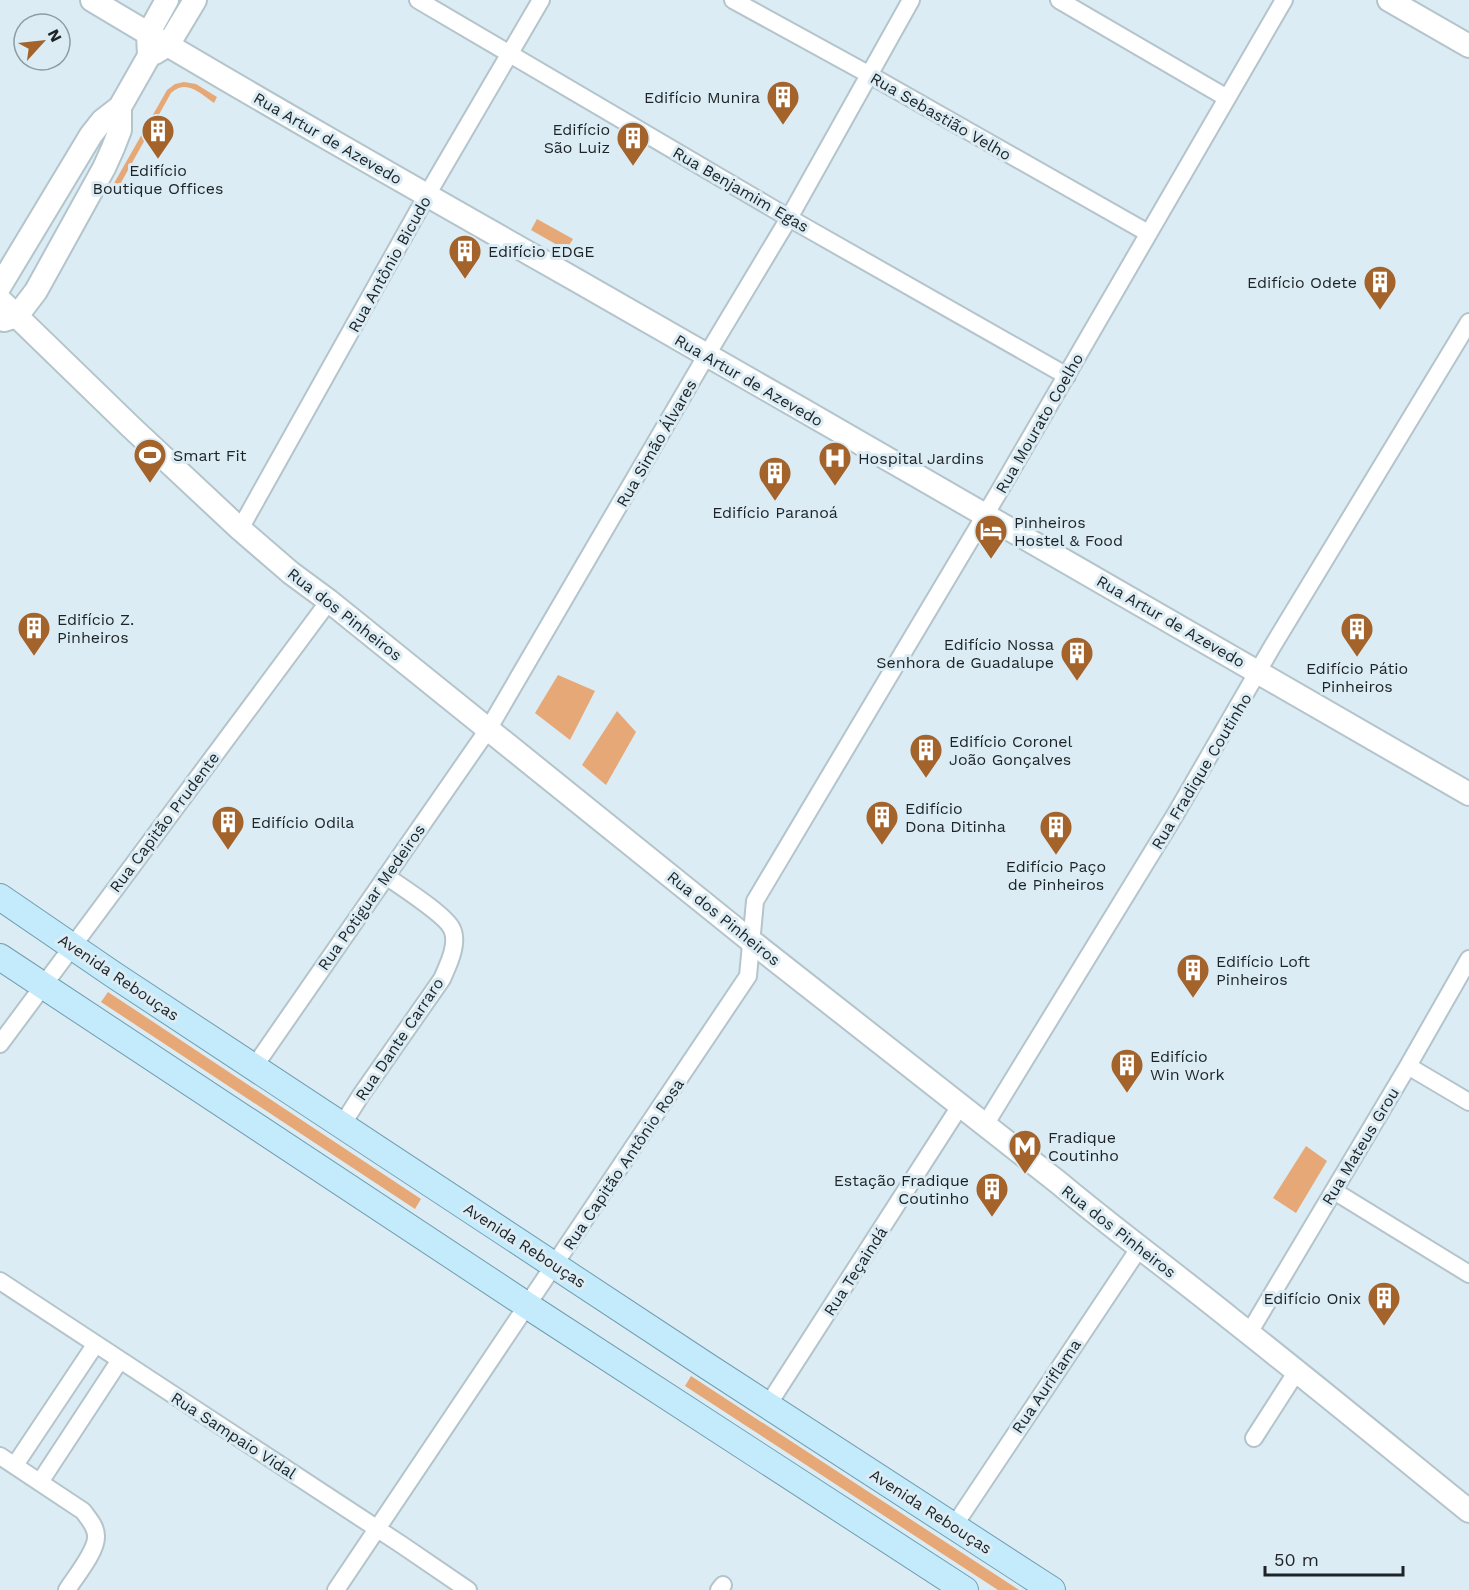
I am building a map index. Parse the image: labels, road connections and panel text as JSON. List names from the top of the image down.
{
  "streets": {
    "main road": ["Rua Artur de Azevedo", "Rua dos Pinheiros", "Avenida Rebouças"],
    "street": [
      "Rua Sebastião Velho",
      "Rua Benjamim Egas",
      "Rua Antônio Bicudo",
      "Rua Mourato Coelho",
      "Rua Simão Álvares",
      "Rua Fradique Coutinho",
      "Rua Capitão Prudente",
      "Rua Potiguar Medeiros",
      "Rua Dante Carraro",
      "Rua Mateus Grou",
      "Rua Capitão Antônio Rosa",
      "Rua Teçaindá",
      "Rua Auriflama",
      "Rua Sampaio Vidal"
    ]
  },
  "crossings": [
    ["Rua Sebastião Velho", "Rua Mourato Coelho"],
    ["Rua Sebastião Velho", "Rua Simão Álvares"],
    ["Rua Artur de Azevedo", "Rua Antônio Bicudo"],
    ["Rua Artur de Azevedo", "Rua Mourato Coelho"],
    ["Rua Artur de Azevedo", "Rua Simão Álvares"],
    ["Rua Artur de Azevedo", "Rua Fradique Coutinho"],
    ["Rua Benjamim Egas", "Rua Antônio Bicudo"],
    ["Rua Benjamim Egas", "Rua Mourato Coelho"],
    ["Rua Benjamim Egas", "Rua Simão Álvares"],
    ["Rua Antônio Bicudo", "Rua dos Pinheiros"],
    ["Rua Mourato Coelho", "Rua dos Pinheiros"],
    ["Rua Mourato Coelho", "Rua Capitão Antônio Rosa"],
    ["Rua Simão Álvares", "Rua dos Pinheiros"],
    ["Rua Simão Álvares", "Rua Potiguar Medeiros"],
    ["Rua dos Pinheiros", "Rua Fradique Coutinho"],
    ["Rua dos Pinheiros", "Rua Capitão Prudente"],
    ["Rua dos Pinheiros", "Rua Potiguar Medeiros"],
    ["Rua dos Pinheiros", "Rua Mateus Grou"],
    ["Rua dos Pinheiros", "Rua Capitão Antônio Rosa"],
    ["Rua dos Pinheiros", "Rua Teçaindá"],
    ["Rua dos Pinheiros", "Rua Auriflama"],
    ["Rua Capitão Prudente", "Avenida Rebouças"],
    ["Rua Potiguar Medeiros", "Avenida Rebouças"],
    ["Rua Potiguar Medeiros", "Rua Dante Carraro"],
    ["Avenida Rebouças", "Rua Dante Carraro"],
    ["Avenida Rebouças", "Rua Capitão Antônio Rosa"],
    ["Avenida Rebouças", "Rua Teçaindá"],
    ["Avenida Rebouças", "Rua Auriflama"],
    ["Rua Capitão Antônio Rosa", "Rua Sampaio Vidal"]
  ],
  "places": {
    "building": [
      "Edifício Munira",
      "Edifício Boutique Offices",
      "Edifício São Luiz",
      "Edifício EDGE",
      "Edifício Odete",
      "Edifício Paranoá",
      "Edifício Z. Pinheiros",
      "Edifício Pátio Pinheiros",
      "Edifício Nossa Senhora de Guadalupe",
      "Edifício Coronel João Gonçalves",
      "Edifício Dona Ditinha",
      "Edifício Odila",
      "Edifício Paço de Pinheiros",
      "Edifício Loft Pinheiros",
      "Edifício Win Work",
      "Estação Fradique Coutinho",
      "Edifício Onix"
    ],
    "sports": ["Smart Fit"],
    "hospital": ["Hospital Jardins"],
    "hotel": ["Pinheiros Hostel & Food"],
    "metro station": ["Fradique Coutinho"]
  },
  "scale_bar": "50 m",
  "north": "top right"
}
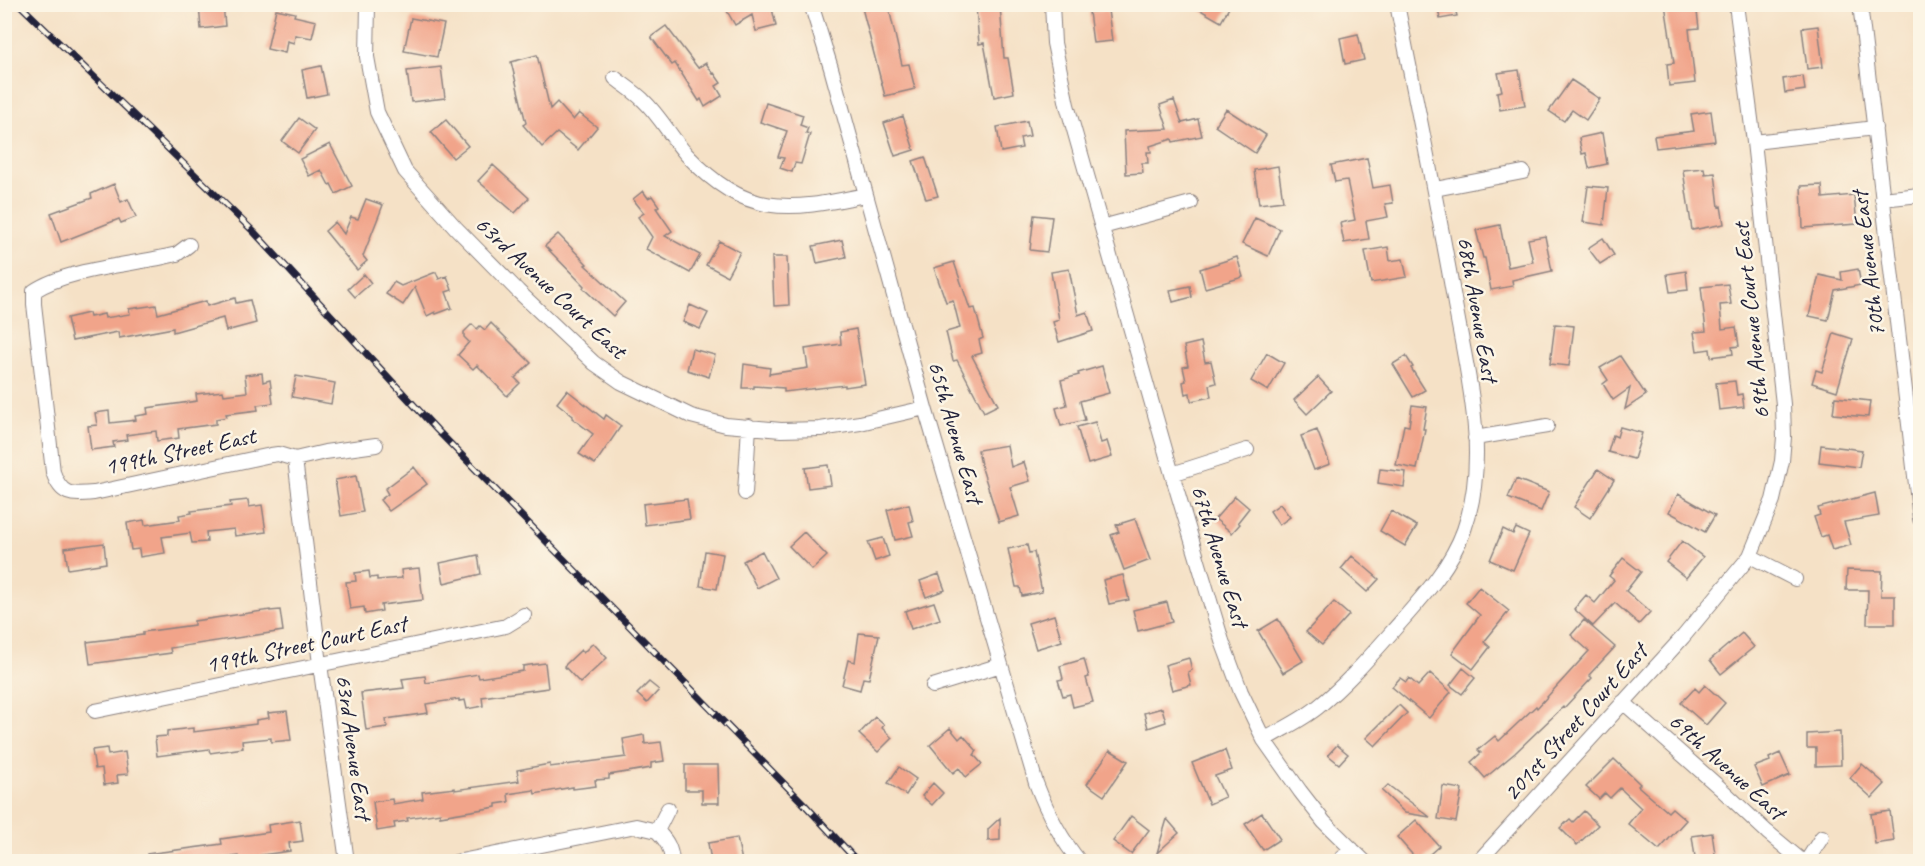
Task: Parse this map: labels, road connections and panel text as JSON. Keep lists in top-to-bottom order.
{
  "streets": {
    "street": [
      "70th Avenue East",
      "63rd Avenue Court East",
      "68th Avenue East",
      "69th Avenue Court East",
      "65th Avenue East",
      "199th Street East",
      "67th Avenue East",
      "199th Street Court East",
      "201st Street Court East",
      "63rd Avenue East",
      "69th Avenue East"
    ]
  },
  "crossings": [
    ["63rd Avenue Court East", "65th Avenue East"],
    ["68th Avenue East", "67th Avenue East"],
    ["69th Avenue Court East", "201st Street Court East"],
    ["199th Street East", "63rd Avenue East"],
    ["199th Street Court East", "63rd Avenue East"],
    ["201st Street Court East", "69th Avenue East"]
  ]
}
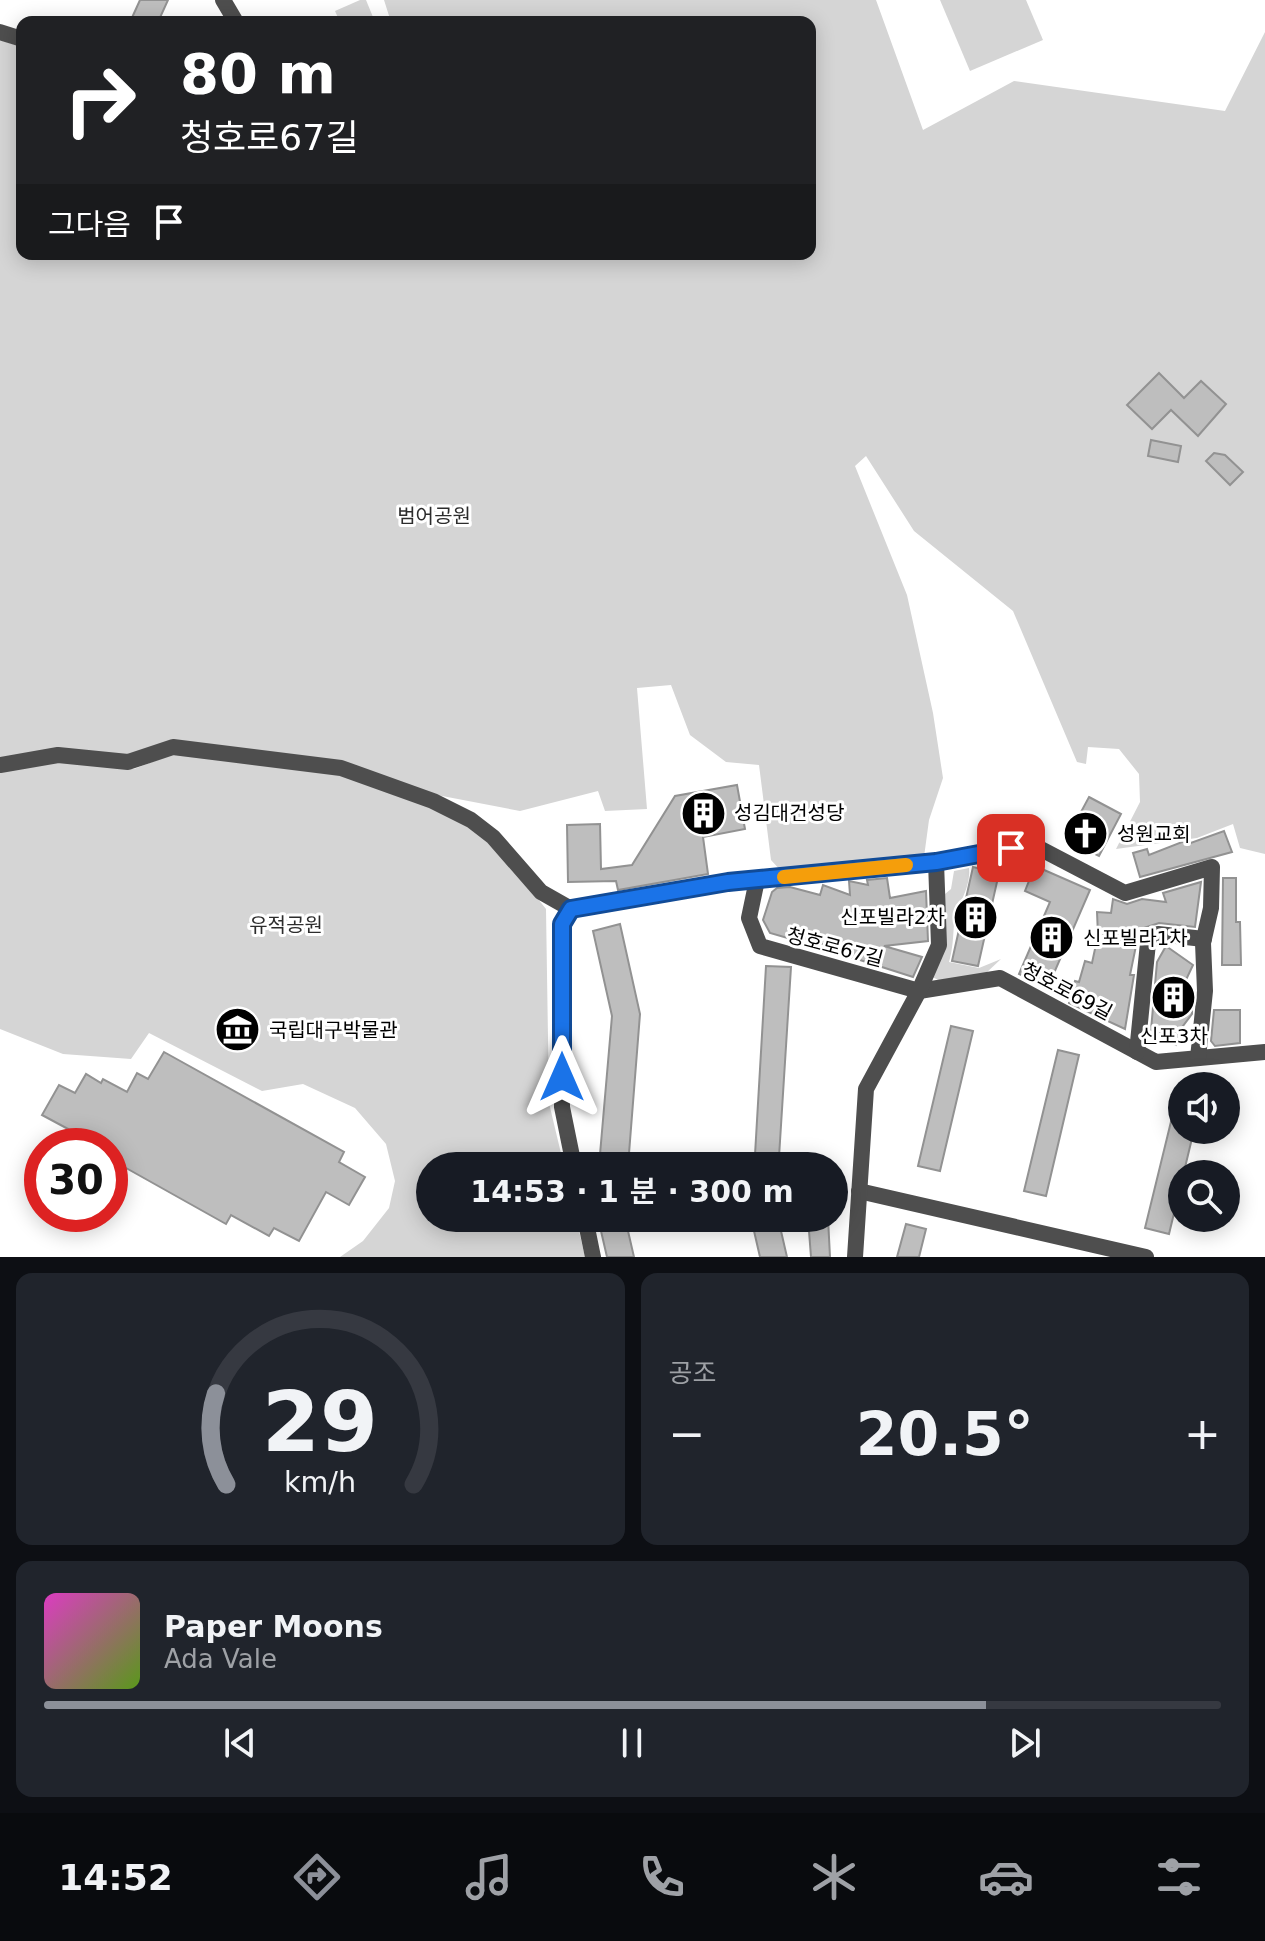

# EXERCISE DIRECTIONS
For each line above that contains the word "Medeiros", give the line as it is written.

# SOLUTION FOR THIS TASK
      "Rua Potiguar Medeiros",
    ["Rua Simão Álvares", "Rua Potiguar Medeiros"],
    ["Rua dos Pinheiros", "Rua Potiguar Medeiros"],
    ["Rua Potiguar Medeiros", "Avenida Rebouças"],
    ["Rua Potiguar Medeiros", "Rua Dante Carraro"],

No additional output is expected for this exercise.